Dismorfofobia: l’handicap di una perfezione che non esiste

Dismorfofobia: l’handicap di una perfezione che non esiste

Chi, almeno una volta, non è stato tentato di aggiungere un filtro ad una foto, modificando quel tanto di occhiaie, discromie, brufoli e imperfezioni di varia natura? Banalità, vero. Vanità. Eppure l’insicurezza sa rendersi, spesso, una nemica silenziosa e insidiosa. Tentiamo di farci forza, rivoluzionando ciò che, ai nostri stessi occhi, si manifesta come un difetto. E sia.

Tuttavia, la necessità di aderire a standard di perfezione irraggiungibile, imposti da chissà chi, rischia di fuorviarci e prevaricare il riscontro che riceviamo di noi.

ISTANTANEE KILLER

Chiamasi, l’eccesso di preoccupazione legata ai tratti del proprio corpo, dismorfofobia. Sorta di accanimento ossessivo, tale da spingere chi ne soffre a ricorrere alla chirurgia estetica pur di migliorare un aspetto che, assai probabilmente, non ne richiede motivo.
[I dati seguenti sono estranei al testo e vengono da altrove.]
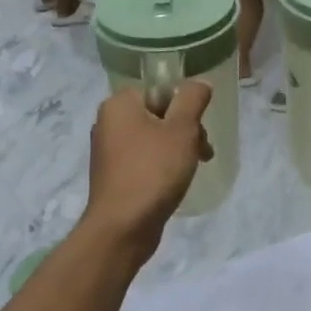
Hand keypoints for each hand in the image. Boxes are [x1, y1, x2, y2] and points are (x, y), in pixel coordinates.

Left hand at [82, 80, 214, 260]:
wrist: (123, 227)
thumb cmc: (153, 171)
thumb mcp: (182, 129)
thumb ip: (192, 99)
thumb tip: (199, 83)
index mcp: (119, 104)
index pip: (159, 90)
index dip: (184, 108)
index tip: (198, 130)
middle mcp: (108, 122)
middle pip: (158, 114)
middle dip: (185, 131)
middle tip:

Lo stesso piacere, in sostanza, ricavato tramite il filtro dei Social, viene affidato al bisturi, raccontando di un malessere che, basato sull’ossessione per l’apparenza, trova le sue radici assai più in profondità. E che, davvero, non va assecondato.

Se siete dell’idea che solo pochissime persone siano vittime di questa variazione di un incubo, aspettate di conoscere, al riguardo, il resoconto dei dati. Circa l’85% delle ragazze utilizza filtri per rielaborare la propria immagine, sin dai 13 anni. Si camuffa, per così dire, prima di pubblicare le rispettive foto. Così facendo, brufoli e quant’altro vengono rimossi. Cancellato, quasi si trattasse di un’evidenza da nascondere, con il risultato di riservare all’effimero un’attenzione, a dir poco patologica.

E, per qualcosa che si nasconde, altro si aggiunge, pregiudicando una realtà che non si riesce proprio a mandar giù e convogliandosi in direzione di una preoccupante forma di massificazione in cui occhi, bocca, zigomi… diventano indistinguibili gli uni dagli altri.

CIFRE CHE DESTANO PAURA

A destare ansia, soprattutto, è l’aumento dei cosiddetti ritocchi da selfie, vale a dire interventi, mirati a migliorare la propria resa negli scatti fotografici. E se i numeri parlano di una fascia, quella maggiormente colpita, che va dai 18 ai 35 anni, fattore già allarmante di per sé, ancor più grave è che, in molti, indichino la risultanza delle foto coadiuvate da filtro come il progetto a cui tendere, financo nel quotidiano.

Un problema, che va oltre la semplice omologazione e che riguarda anche la salute delle pazienti. Nelle giovanissime, oltretutto – spiegano gli esperti – procedere con iniezioni sistematiche non è salutare, neppure dal punto di vista psicologico. I cambiamenti possono rivelarsi irreversibili e di taluni stravolgimenti ci si potrebbe, in seguito, anche pentire.

Soluzione? L’unica strada, percorribile e di facile individuazione, è quella che conduce all’accettazione di sé. Passo passo, grazie ad un’attenta valutazione della propria persona e personalità, imparare a concentrarsi sul bello, valorizzando i punti chiave e limando, per quanto possibile, fragilità e debolezze. Puntare, in parole povere, al concetto di unicità, dove non si parla più di pregi e/o difetti, bensì di caratteristiche e originalità. Un dono, da salvaguardare, tutelare, conservare, in memoria e in rispetto del bagaglio che ci portiamo appresso.